=== Data extracts ===
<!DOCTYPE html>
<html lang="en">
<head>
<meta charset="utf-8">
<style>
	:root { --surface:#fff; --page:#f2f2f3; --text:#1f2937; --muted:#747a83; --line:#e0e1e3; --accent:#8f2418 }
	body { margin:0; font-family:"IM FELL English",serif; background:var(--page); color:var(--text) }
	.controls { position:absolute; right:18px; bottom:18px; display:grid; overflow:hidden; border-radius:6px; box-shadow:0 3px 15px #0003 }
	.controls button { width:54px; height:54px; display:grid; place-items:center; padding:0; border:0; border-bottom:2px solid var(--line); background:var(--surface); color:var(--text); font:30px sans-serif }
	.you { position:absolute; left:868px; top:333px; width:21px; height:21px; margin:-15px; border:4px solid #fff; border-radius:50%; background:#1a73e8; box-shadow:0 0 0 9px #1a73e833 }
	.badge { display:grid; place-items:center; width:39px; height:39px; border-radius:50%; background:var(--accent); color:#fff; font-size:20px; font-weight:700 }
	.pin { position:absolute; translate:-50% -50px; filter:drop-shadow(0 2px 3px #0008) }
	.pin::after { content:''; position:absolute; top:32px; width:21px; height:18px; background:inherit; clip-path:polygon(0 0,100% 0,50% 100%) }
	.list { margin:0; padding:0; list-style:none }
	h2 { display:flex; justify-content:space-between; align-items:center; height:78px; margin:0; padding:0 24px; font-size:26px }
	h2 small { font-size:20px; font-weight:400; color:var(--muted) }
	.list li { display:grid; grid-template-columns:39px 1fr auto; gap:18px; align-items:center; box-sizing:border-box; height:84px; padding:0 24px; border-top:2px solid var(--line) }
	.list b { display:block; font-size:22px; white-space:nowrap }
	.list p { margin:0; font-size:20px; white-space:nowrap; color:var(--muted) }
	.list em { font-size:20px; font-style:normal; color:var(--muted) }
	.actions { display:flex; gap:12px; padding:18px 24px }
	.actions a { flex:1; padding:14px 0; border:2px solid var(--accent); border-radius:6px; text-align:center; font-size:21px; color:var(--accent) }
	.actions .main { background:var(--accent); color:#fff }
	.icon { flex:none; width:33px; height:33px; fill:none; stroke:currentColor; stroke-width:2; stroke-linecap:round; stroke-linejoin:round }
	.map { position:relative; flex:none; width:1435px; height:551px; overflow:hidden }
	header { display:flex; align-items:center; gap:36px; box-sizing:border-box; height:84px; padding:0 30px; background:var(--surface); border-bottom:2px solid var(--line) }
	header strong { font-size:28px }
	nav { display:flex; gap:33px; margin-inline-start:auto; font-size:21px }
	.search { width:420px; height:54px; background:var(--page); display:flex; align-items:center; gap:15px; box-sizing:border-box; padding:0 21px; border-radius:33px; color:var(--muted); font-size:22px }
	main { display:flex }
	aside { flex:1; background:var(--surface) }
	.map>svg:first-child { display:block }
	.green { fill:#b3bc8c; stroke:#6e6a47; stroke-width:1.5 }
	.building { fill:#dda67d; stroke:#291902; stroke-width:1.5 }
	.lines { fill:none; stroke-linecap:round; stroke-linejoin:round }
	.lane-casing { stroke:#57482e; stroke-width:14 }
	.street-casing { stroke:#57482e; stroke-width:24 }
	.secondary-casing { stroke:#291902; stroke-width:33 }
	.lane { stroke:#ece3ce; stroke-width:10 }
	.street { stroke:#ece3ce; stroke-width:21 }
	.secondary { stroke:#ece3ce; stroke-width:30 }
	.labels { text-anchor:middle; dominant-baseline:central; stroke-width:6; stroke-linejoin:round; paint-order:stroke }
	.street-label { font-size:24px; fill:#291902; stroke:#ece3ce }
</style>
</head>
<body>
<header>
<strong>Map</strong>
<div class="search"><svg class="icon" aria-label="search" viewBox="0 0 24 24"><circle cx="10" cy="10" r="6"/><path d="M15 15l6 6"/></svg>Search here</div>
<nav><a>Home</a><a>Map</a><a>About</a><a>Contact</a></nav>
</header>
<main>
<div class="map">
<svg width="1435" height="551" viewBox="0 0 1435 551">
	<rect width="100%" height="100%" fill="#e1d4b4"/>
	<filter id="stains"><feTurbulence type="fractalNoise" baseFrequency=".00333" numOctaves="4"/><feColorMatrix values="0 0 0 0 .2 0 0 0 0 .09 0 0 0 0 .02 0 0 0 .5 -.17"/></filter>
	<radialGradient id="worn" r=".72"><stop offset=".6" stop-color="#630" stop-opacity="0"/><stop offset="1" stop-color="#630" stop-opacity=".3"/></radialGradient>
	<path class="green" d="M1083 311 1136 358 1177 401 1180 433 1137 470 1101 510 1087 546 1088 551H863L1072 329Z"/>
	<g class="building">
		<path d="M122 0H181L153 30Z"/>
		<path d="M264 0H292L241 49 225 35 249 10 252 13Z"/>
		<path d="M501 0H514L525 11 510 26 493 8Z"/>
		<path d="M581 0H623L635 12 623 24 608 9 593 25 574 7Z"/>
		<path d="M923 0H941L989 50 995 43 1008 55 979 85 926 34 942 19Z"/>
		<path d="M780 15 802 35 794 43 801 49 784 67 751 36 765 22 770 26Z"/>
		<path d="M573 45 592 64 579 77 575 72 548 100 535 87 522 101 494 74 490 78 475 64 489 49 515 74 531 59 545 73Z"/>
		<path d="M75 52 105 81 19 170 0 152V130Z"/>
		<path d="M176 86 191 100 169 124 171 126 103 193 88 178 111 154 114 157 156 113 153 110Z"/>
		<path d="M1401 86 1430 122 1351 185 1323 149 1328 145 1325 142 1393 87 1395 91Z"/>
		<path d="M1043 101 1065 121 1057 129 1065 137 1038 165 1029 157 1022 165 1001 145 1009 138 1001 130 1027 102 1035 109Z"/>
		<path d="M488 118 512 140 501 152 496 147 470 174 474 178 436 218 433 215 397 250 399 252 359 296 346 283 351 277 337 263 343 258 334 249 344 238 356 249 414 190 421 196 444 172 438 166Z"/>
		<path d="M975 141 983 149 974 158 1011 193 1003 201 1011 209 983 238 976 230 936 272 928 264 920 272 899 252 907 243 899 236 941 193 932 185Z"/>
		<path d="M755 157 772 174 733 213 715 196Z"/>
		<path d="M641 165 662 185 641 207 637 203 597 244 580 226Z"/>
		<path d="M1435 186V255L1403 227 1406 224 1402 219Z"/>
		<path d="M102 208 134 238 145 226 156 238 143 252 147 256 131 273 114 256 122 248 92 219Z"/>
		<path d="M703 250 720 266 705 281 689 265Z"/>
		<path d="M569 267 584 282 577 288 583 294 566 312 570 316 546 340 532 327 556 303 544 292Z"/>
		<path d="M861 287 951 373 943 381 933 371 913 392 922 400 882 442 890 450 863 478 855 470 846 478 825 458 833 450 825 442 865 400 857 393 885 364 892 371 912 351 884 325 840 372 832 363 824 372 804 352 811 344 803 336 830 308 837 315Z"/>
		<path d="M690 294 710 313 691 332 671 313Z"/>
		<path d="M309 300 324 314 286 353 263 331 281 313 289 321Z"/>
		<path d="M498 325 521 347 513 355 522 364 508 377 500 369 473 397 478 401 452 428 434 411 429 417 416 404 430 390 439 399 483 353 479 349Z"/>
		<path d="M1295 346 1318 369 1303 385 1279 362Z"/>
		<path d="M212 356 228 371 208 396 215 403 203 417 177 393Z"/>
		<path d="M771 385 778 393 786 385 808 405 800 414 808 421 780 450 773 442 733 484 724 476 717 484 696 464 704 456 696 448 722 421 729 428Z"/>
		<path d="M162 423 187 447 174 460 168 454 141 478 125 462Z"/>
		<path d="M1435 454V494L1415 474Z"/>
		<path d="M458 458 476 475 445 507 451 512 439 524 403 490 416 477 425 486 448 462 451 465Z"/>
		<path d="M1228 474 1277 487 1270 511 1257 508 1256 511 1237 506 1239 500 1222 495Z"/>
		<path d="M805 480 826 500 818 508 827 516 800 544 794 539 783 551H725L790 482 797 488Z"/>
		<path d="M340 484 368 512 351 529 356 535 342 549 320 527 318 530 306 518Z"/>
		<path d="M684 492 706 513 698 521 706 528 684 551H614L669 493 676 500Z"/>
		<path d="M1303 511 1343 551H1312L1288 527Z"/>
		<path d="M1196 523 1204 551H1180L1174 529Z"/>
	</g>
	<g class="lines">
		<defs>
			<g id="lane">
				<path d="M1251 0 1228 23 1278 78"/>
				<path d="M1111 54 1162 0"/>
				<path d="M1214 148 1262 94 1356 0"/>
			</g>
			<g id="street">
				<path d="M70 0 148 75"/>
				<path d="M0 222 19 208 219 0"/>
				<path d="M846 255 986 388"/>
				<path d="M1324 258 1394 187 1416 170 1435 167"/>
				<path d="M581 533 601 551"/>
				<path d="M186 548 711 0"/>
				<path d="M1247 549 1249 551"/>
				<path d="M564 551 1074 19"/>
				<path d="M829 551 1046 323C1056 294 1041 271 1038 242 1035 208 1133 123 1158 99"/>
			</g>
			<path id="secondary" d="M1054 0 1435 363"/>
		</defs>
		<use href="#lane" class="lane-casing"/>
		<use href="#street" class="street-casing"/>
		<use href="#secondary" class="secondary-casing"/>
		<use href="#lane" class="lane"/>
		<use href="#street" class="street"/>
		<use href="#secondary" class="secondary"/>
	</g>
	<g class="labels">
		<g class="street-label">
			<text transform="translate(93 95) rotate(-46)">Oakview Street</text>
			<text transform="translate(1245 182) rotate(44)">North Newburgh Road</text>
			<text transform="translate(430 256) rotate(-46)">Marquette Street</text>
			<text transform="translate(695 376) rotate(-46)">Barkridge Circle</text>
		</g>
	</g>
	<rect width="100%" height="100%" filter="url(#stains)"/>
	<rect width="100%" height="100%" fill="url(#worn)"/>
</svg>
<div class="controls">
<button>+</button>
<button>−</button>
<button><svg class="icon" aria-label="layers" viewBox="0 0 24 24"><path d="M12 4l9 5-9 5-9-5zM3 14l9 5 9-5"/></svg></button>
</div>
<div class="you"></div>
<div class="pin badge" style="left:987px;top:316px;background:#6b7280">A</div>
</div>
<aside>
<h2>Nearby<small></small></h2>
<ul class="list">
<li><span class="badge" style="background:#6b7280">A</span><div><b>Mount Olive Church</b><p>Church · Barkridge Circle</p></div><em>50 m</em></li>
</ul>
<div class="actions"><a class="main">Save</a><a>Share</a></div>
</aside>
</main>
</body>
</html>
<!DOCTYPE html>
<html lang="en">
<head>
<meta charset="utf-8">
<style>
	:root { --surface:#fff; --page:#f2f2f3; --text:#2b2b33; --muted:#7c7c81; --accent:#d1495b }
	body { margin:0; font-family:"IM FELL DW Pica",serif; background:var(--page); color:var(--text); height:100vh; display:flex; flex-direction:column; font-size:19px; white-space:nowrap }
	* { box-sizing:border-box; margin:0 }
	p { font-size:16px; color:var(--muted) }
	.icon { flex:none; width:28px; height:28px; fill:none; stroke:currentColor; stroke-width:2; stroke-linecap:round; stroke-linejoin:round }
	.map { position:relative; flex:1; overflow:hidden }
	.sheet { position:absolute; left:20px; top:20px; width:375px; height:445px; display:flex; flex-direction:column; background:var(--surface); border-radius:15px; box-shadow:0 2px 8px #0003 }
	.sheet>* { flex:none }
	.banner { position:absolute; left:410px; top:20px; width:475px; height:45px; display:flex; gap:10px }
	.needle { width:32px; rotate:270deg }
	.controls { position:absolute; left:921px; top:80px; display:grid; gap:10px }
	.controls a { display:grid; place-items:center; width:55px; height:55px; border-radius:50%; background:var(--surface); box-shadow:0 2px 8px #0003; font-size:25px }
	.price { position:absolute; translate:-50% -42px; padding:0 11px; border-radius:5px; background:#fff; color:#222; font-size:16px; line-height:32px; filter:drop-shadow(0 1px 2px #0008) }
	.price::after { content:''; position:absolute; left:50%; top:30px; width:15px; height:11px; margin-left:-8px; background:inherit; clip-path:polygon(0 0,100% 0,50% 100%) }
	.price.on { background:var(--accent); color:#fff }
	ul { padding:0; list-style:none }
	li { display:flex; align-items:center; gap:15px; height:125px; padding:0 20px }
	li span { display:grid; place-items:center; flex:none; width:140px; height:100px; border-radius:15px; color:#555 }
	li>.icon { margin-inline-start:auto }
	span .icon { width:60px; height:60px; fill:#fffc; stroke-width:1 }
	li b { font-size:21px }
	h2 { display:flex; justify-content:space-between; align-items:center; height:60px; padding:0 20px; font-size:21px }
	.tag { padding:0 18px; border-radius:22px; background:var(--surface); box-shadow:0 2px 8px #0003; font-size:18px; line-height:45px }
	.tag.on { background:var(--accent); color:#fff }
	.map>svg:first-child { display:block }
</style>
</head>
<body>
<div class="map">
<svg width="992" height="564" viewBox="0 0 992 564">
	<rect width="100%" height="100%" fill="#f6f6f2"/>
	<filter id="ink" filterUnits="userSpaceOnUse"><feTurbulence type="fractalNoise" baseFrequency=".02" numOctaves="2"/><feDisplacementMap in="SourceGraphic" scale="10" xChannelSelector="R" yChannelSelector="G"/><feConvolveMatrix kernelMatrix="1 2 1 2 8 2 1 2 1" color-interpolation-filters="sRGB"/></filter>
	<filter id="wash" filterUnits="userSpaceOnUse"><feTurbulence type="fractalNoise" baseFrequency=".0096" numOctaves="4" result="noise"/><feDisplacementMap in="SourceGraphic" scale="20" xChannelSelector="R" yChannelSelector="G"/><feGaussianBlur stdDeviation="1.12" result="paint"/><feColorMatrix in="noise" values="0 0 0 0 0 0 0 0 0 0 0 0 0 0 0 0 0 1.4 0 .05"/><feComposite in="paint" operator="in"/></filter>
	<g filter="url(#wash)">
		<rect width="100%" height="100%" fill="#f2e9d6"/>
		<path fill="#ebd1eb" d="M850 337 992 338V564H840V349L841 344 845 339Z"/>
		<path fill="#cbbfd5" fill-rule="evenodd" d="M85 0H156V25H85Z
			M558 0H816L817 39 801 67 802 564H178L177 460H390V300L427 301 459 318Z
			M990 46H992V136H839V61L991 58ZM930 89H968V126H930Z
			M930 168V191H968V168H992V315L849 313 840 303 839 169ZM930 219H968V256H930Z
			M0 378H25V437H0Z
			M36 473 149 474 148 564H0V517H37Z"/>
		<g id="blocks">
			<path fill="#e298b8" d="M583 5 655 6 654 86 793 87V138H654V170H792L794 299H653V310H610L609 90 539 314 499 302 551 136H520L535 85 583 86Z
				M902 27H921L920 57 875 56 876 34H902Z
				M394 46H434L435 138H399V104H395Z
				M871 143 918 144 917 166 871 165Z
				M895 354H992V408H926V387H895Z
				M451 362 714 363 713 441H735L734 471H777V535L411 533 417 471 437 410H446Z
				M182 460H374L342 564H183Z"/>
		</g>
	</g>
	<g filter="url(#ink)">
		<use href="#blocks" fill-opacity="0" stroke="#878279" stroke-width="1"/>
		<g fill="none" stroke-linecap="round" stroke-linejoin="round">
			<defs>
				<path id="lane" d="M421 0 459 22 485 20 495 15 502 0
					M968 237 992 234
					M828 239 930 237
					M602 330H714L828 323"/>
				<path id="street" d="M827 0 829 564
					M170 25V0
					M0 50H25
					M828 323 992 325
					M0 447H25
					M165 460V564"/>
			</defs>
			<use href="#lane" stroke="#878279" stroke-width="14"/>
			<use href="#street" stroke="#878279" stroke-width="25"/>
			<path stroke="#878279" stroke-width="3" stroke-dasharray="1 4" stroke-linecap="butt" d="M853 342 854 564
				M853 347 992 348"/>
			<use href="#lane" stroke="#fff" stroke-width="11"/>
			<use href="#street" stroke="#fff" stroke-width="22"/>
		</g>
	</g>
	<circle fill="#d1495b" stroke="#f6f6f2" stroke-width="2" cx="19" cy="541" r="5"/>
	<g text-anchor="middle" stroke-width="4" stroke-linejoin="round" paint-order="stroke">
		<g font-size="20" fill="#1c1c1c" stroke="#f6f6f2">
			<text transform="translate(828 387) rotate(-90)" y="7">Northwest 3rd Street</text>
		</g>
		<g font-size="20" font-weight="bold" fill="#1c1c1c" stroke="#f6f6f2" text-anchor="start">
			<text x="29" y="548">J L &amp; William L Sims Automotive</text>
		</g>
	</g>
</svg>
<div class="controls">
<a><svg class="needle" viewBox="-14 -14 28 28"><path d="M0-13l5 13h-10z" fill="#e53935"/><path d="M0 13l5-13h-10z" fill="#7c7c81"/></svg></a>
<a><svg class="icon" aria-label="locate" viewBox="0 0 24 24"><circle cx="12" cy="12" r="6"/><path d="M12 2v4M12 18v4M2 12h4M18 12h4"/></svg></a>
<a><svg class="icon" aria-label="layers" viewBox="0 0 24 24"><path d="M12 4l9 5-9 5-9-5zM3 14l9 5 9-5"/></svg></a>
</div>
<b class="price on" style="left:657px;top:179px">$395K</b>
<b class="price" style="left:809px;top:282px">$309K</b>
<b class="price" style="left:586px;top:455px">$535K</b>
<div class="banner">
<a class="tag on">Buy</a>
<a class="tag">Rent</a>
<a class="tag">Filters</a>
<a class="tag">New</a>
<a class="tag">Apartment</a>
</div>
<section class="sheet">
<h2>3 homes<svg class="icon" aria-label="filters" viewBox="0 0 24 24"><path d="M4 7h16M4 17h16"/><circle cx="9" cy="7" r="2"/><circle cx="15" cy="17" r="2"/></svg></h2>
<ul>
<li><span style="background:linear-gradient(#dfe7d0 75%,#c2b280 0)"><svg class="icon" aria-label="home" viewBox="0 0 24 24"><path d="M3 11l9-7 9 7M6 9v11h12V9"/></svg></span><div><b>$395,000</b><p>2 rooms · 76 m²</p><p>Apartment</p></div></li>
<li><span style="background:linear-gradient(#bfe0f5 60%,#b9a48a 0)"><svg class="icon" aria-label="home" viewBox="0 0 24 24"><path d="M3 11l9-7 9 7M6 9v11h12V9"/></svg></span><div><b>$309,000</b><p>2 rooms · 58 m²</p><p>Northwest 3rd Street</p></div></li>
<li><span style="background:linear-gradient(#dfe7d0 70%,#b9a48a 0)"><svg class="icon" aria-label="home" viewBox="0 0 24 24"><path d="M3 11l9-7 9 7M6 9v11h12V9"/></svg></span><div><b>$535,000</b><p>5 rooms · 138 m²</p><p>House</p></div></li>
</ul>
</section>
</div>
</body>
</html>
===
Required work: In the data above, find the line with "display:grid; place-items:center; width:55px;" and the line with "width:60px; height:60px; fill:#fffc;". Retype both, plus every line between them, exactly.

Exercise result:
	.controls a { display:grid; place-items:center; width:55px; height:55px; border-radius:50%; background:var(--surface); box-shadow:0 2px 8px #0003; font-size:25px }
	.price { position:absolute; translate:-50% -42px; padding:0 11px; border-radius:5px; background:#fff; color:#222; font-size:16px; line-height:32px; filter:drop-shadow(0 1px 2px #0008) }
	.price::after { content:''; position:absolute; left:50%; top:30px; width:15px; height:11px; margin-left:-8px; background:inherit; clip-path:polygon(0 0,100% 0,50% 100%) }
	.price.on { background:var(--accent); color:#fff }
	ul { padding:0; list-style:none }
	li { display:flex; align-items:center; gap:15px; height:125px; padding:0 20px }
	li span { display:grid; place-items:center; flex:none; width:140px; height:100px; border-radius:15px; color:#555 }
	li>.icon { margin-inline-start:auto }
	span .icon { width:60px; height:60px; fill:#fffc; stroke-width:1 }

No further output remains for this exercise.